For those who are familiar with 70’s rock the name Lynyrd Skynyrd is tied irrevocably to songs like Free Bird and Sweet Home Alabama which have both become Southern Rock Anthems. But few people realize that Ronnie was very political in his lyrics; and even Sweet Home Alabama has a political slant to it when Ronnie sings about George Wallace and how Watergate didn’t bother him. The song Saturday Night Special is decidedly anti-gun in its lyrics, but it is the song Things Goin On that strikes me as the most in your face political song written by Van Zant.

Have you ever lived down in the ghetto?
Have you ever felt the cold wind blow?
If you don’t know what I mean,
Won’t you stand up and scream?
‘Cause there’s things goin’ on that you don’t know.

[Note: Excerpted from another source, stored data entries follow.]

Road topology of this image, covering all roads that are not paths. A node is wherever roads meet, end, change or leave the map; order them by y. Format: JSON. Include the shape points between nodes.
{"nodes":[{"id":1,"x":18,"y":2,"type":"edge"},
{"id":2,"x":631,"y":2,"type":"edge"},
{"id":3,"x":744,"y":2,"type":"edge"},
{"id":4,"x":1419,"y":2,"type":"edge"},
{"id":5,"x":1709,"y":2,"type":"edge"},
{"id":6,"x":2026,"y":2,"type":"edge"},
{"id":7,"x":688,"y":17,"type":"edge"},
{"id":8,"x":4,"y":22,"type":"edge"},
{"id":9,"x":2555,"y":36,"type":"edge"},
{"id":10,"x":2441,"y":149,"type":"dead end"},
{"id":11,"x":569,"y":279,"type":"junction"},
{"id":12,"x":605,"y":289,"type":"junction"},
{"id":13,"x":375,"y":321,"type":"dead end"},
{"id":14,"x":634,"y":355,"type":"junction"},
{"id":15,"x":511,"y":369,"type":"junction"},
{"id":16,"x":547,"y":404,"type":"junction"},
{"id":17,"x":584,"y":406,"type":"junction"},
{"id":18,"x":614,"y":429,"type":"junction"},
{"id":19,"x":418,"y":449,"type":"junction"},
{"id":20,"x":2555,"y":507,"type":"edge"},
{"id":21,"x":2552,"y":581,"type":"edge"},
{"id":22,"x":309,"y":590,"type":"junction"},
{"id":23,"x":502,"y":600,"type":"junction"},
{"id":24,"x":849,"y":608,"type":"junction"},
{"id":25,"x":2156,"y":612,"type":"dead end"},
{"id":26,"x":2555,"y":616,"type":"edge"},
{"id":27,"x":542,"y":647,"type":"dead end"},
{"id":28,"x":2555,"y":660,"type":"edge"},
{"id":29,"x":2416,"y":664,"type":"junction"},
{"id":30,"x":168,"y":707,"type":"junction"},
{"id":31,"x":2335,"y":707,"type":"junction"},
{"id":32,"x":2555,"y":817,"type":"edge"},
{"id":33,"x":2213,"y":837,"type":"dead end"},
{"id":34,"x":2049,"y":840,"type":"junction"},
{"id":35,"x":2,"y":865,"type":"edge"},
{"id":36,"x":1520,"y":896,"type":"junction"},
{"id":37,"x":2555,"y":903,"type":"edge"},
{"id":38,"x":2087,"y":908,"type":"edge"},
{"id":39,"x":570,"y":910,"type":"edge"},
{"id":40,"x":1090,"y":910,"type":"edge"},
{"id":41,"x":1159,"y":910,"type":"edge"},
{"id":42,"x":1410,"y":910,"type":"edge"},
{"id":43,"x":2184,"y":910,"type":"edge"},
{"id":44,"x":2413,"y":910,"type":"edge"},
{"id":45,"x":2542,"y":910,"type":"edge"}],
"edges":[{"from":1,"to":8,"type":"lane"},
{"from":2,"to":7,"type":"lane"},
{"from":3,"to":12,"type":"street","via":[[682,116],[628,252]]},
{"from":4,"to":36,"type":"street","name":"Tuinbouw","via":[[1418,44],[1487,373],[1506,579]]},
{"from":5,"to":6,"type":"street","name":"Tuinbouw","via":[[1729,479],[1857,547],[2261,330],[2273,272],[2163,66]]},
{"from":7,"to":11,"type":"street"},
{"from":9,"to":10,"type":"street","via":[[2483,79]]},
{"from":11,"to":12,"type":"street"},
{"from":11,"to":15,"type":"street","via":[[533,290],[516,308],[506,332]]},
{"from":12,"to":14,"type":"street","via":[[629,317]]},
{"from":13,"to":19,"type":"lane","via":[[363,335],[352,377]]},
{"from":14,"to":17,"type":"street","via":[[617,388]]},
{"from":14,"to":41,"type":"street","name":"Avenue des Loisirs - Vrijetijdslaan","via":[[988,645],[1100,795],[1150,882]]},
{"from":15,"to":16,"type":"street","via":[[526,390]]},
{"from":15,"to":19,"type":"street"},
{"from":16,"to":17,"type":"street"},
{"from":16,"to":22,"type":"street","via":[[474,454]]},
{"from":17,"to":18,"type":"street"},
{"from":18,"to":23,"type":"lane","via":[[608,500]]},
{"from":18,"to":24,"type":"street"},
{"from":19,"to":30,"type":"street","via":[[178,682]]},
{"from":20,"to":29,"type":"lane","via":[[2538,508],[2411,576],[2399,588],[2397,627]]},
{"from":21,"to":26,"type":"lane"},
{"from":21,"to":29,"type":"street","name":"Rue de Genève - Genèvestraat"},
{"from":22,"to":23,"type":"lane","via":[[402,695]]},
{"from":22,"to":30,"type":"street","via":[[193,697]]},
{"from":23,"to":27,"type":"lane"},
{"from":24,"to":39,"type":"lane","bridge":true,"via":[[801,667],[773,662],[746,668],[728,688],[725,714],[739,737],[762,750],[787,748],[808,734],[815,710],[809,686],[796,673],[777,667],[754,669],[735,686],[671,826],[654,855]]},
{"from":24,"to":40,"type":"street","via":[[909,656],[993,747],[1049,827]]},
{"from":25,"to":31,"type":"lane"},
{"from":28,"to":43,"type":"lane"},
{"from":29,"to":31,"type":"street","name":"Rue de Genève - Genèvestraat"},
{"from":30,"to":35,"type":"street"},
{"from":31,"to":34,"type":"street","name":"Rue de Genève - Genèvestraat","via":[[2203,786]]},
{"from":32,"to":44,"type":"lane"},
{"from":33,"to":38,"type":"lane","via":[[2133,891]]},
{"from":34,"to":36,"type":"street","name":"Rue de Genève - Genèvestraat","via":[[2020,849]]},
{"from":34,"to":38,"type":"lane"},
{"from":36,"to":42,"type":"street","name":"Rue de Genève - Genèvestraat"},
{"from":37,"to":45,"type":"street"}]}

Too many lives they’ve spent across the ocean.
Too much money been spent upon the moon.
Well, until they make it right
I hope they never sleep at night
They better make some changes
And do it soon.

They’re going to ruin the air we breathe
Lord have mercy.
They’re gonna ruin us all, by and by.
I’m telling you all beware
I don’t think they really care
I think they just sit up there
And just get high.

If you can’t see the politics in that then you’re blind. I mean, “Too many lives they’ve spent across the ocean. Too much money been spent upon the moon” is clearly a jab at governments lust for war and its spending of money on things like lunar landings while people are starving back home. Then of course there is, “They’re going to ruin the air that we breathe Lord have mercy…” is also a jab at how they are destroying the environment.

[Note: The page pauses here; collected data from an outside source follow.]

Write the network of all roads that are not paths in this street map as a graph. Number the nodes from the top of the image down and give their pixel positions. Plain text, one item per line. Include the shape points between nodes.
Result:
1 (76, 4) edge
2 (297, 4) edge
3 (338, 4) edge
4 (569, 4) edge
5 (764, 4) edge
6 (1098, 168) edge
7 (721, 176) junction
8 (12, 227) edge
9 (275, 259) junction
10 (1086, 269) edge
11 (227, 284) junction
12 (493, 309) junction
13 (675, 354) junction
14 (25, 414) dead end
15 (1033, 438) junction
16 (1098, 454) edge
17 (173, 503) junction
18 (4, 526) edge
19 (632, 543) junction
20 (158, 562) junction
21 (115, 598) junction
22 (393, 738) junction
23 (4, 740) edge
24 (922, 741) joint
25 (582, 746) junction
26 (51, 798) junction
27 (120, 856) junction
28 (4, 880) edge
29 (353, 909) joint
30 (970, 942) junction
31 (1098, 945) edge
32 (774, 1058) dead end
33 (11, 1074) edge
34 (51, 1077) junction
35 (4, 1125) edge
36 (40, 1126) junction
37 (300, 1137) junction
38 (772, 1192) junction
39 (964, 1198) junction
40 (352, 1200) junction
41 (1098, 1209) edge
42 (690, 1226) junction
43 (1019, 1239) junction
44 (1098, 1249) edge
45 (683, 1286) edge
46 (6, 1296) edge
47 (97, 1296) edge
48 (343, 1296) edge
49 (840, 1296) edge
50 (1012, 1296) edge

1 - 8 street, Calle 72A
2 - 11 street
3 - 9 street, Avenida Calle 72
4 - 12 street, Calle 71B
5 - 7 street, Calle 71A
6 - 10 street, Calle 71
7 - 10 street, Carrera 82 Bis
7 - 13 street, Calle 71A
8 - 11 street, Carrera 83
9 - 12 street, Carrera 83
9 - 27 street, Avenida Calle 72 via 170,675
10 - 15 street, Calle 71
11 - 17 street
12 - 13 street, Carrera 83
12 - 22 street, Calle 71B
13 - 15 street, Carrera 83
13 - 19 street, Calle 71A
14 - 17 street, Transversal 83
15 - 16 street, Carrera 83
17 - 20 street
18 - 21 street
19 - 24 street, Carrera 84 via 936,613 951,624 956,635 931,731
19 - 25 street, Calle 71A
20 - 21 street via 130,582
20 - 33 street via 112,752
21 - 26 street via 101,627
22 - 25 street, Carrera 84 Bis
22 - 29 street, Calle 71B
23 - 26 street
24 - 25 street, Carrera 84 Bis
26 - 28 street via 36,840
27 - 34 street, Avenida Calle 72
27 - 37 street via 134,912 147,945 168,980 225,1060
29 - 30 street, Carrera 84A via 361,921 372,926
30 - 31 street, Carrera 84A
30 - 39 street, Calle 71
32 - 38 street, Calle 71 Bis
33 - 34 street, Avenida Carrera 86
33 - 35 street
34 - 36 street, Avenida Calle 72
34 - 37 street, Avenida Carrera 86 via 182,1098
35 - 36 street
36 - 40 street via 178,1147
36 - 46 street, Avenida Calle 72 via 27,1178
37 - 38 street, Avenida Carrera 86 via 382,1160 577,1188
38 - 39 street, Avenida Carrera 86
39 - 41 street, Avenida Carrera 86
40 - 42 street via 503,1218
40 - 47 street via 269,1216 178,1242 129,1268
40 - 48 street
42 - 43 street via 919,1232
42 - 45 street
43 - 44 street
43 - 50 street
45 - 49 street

But I think Ronnie’s most vicious jab is at people themselves and how they have become ignorant and apathetic about things that truly concern them; letting trivial things take precedence in their lives. You have to remember, Things Goin On was written and produced in 1973, and times were very different back then than they are today.

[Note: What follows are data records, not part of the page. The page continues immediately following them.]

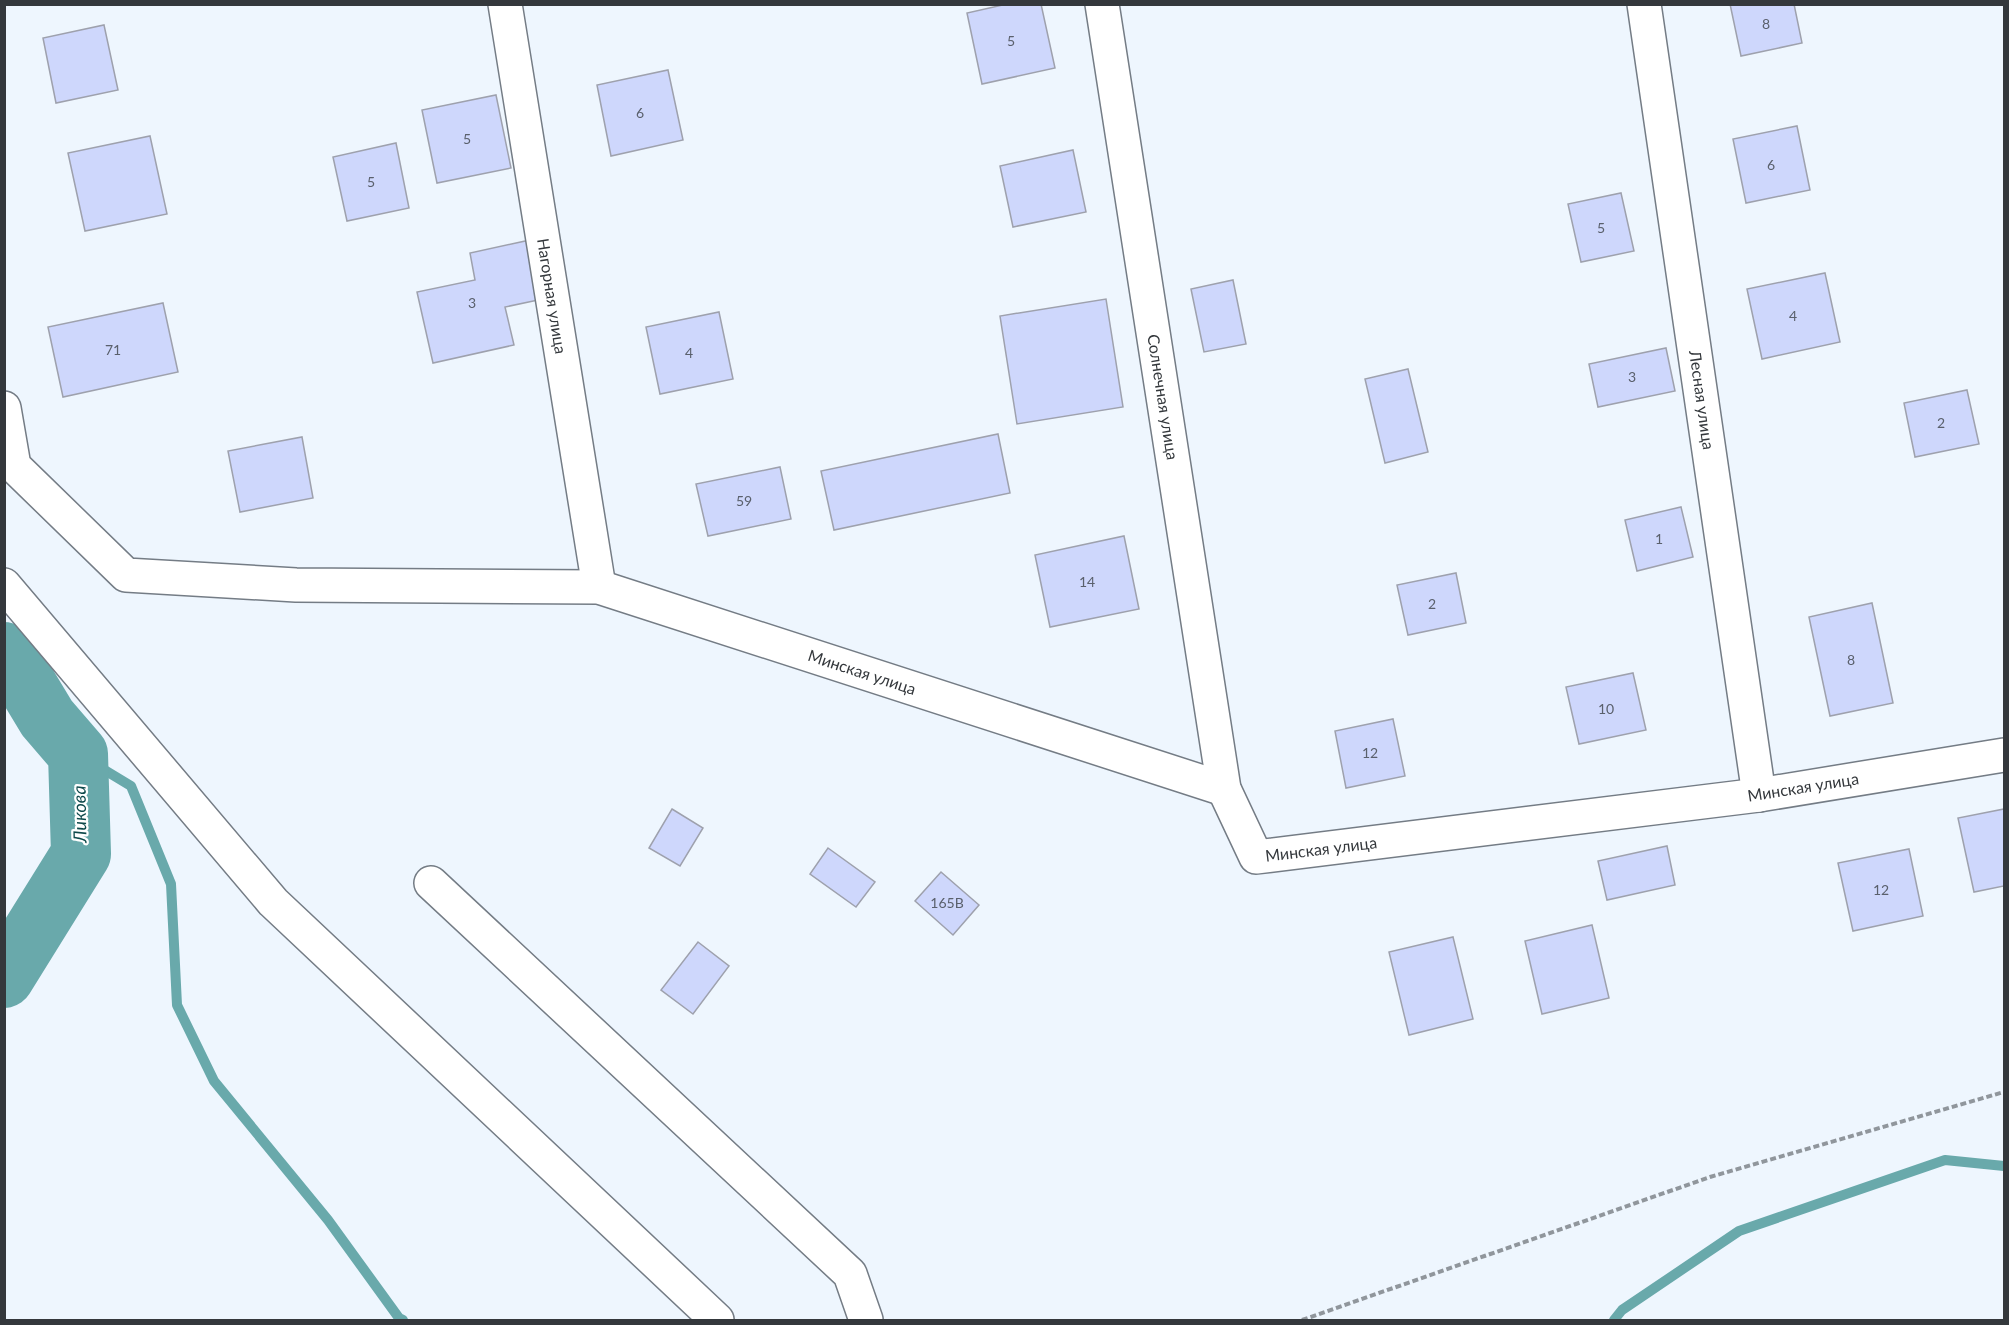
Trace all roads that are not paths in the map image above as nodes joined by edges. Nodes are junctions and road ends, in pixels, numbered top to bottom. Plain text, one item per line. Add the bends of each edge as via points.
1 (505, 4) edge
2 (1102, 4) edge
3 (1644, 4) edge
4 (4, 408) edge
5 (4, 585) edge
6 (599, 587) junction
7 (2004, 755) edge
8 (1224, 789) junction
9 (1760, 795) junction
10 (431, 883) dead end
11 (717, 1320) edge
12 (866, 1320) edge

1 - 6 street, Нагорная улица
2 - 8 street, Солнечная улица
3 - 9 street, Лесная улица
4 - 6 street, Минская улица via 14,466 126,575 296,585
5 - 11 street via 273,902
6 - 8 street, Минская улица
7 - 9 street, Минская улица
8 - 9 street, Минская улица via 1256,857
10 - 12 street via 850,1274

I was a sophomore in high school when the album containing Things Goin On was released to the public and there were no mass shootings, the government, although well on its way towards being oppressive, was still much less intrusive into our lives than it is today, and the idea that global terrorism would lead to a massive loss of liberty was as far-fetched as the idea that man could fly must have been in the 1800’s.

Things were much simpler back then, and if you ask me, they were much better as well. Yet even as good as they were, Ronnie Van Zant still felt that there were things going on that people were unaware of; things that they should have been paying attention to, but weren’t. That’s why that song is one of my absolute favorites, as it is a cry against ignorance and apathy; something I have been beating my head against a brick wall about for years.

Awhile back my brother sent me a letter via snail mail that criticized me for calling people stupid in these commentaries I write. He told me I might get more people to listen if I stopped calling them stupid. Maybe, but after nearly 20 years of writing these essays I have come to the sad realization that people are going to believe whatever they want to believe, and no amount of facts and evidence is going to change their minds or their opinions.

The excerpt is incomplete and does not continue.